▸ The task: Could the records below be restated word for word, without a single picture?

Top of Entries supplied

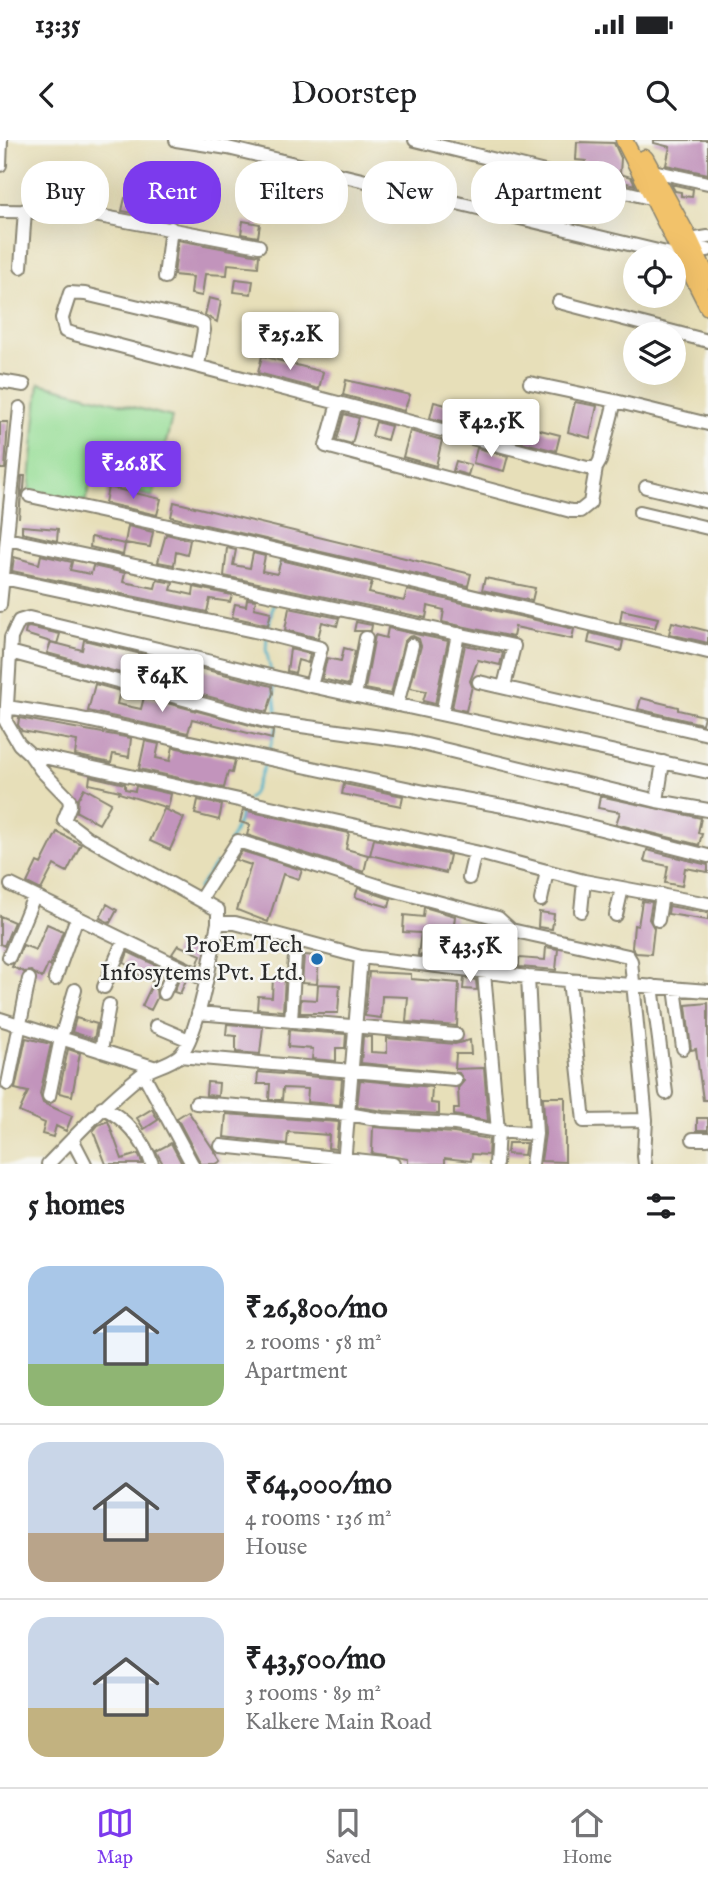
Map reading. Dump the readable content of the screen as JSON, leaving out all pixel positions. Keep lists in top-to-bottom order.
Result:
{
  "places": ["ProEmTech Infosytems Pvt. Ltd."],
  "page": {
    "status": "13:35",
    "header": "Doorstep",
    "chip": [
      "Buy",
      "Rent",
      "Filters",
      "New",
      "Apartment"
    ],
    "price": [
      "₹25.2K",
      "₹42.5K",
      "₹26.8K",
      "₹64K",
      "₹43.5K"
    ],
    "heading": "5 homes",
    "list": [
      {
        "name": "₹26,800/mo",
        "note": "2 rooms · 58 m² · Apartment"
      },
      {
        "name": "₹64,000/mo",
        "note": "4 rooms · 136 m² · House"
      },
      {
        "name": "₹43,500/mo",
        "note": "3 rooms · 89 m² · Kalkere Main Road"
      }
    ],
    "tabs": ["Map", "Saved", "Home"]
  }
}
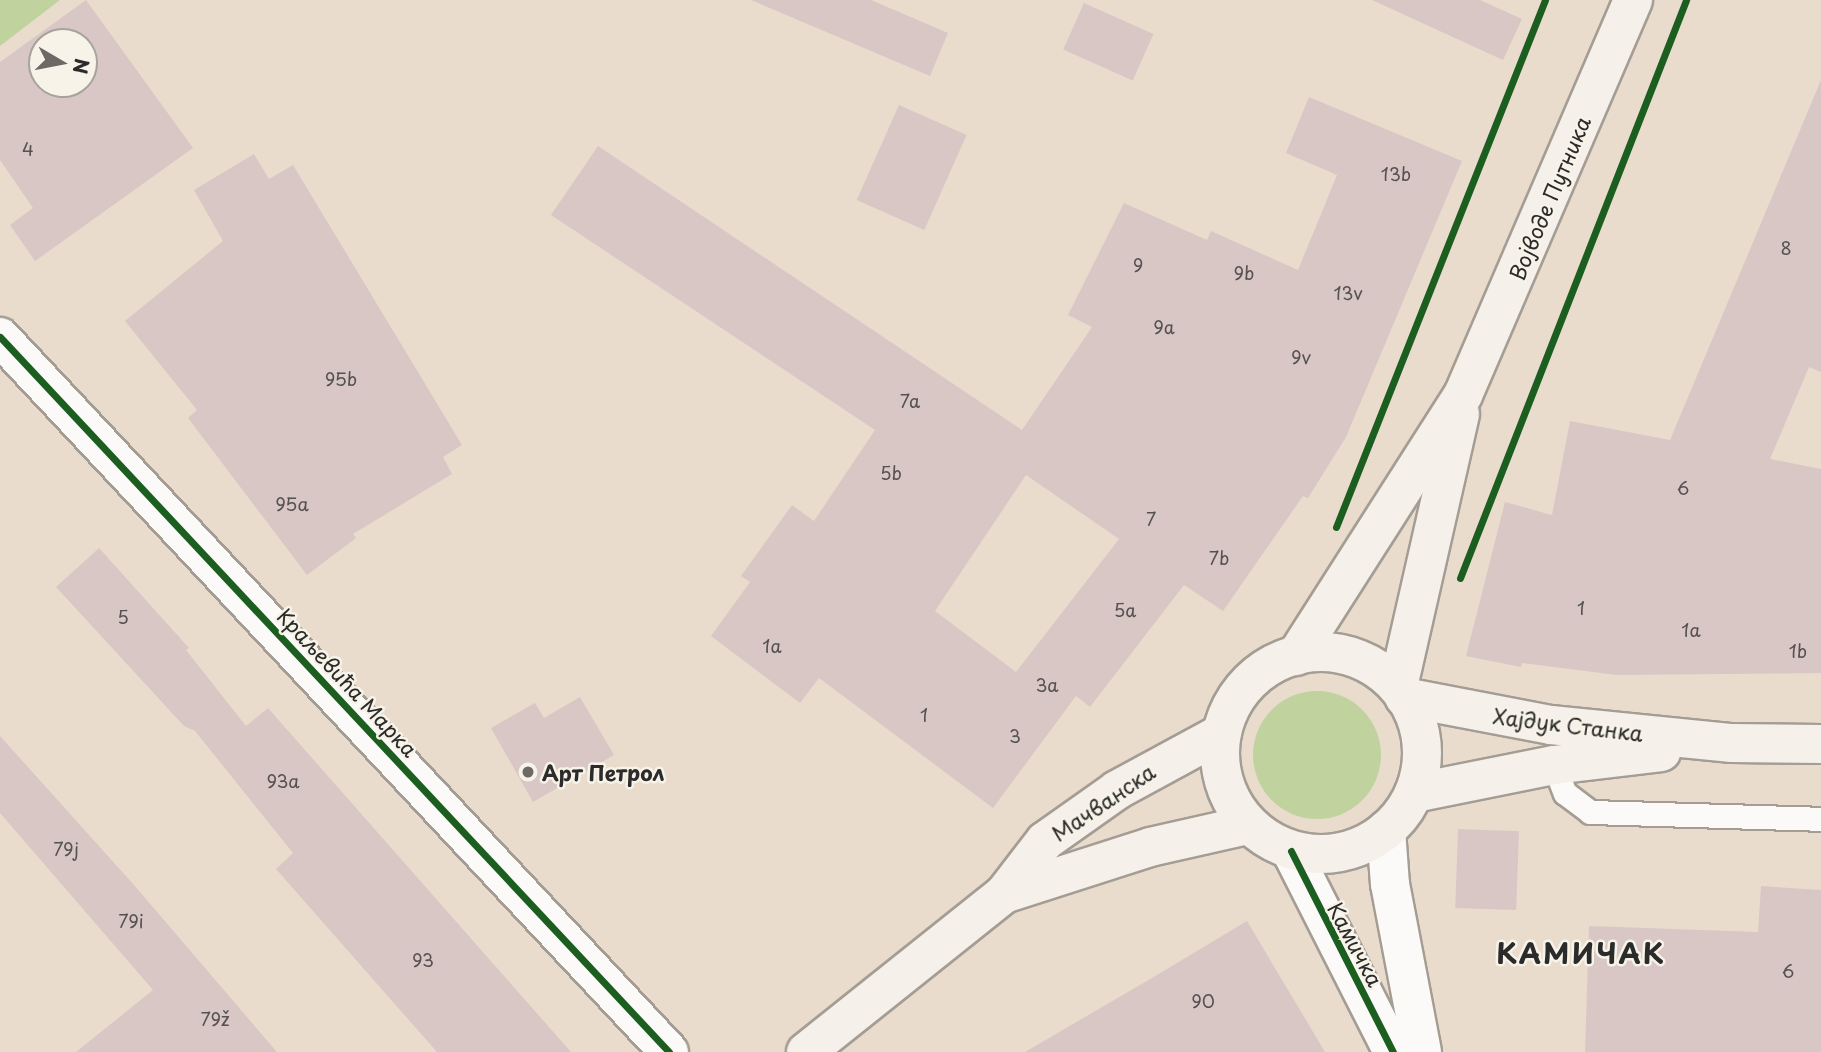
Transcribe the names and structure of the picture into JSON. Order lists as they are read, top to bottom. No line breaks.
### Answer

Bottom of Entries supplied

▸ Exercise result:
Map reading. Dump the readable content of the screen as JSON, leaving out all pixel positions. Keep lists in top-to-bottom order.
Result:
{
  "places": ["ProEmTech Infosytems Pvt. Ltd."],
  "page": {
    "status": "13:35",
    "header": "Doorstep",
    "chip": [
      "Buy",
      "Rent",
      "Filters",
      "New",
      "Apartment"
    ],
    "price": [
      "₹25.2K",
      "₹42.5K",
      "₹26.8K",
      "₹64K",
      "₹43.5K"
    ],
    "heading": "5 homes",
    "list": [
      {
        "name": "₹26,800/mo",
        "note": "2 rooms · 58 m² · Apartment"
      },
      {
        "name": "₹64,000/mo",
        "note": "4 rooms · 136 m² · House"
      },
      {
        "name": "₹43,500/mo",
        "note": "3 rooms · 89 m² · Kalkere Main Road"
      }
    ],
    "tabs": ["Map", "Saved", "Home"]
  }
}
Transcribe the names and structure of the picture into JSON. Order lists as they are read, top to bottom. No line breaks.
### Answer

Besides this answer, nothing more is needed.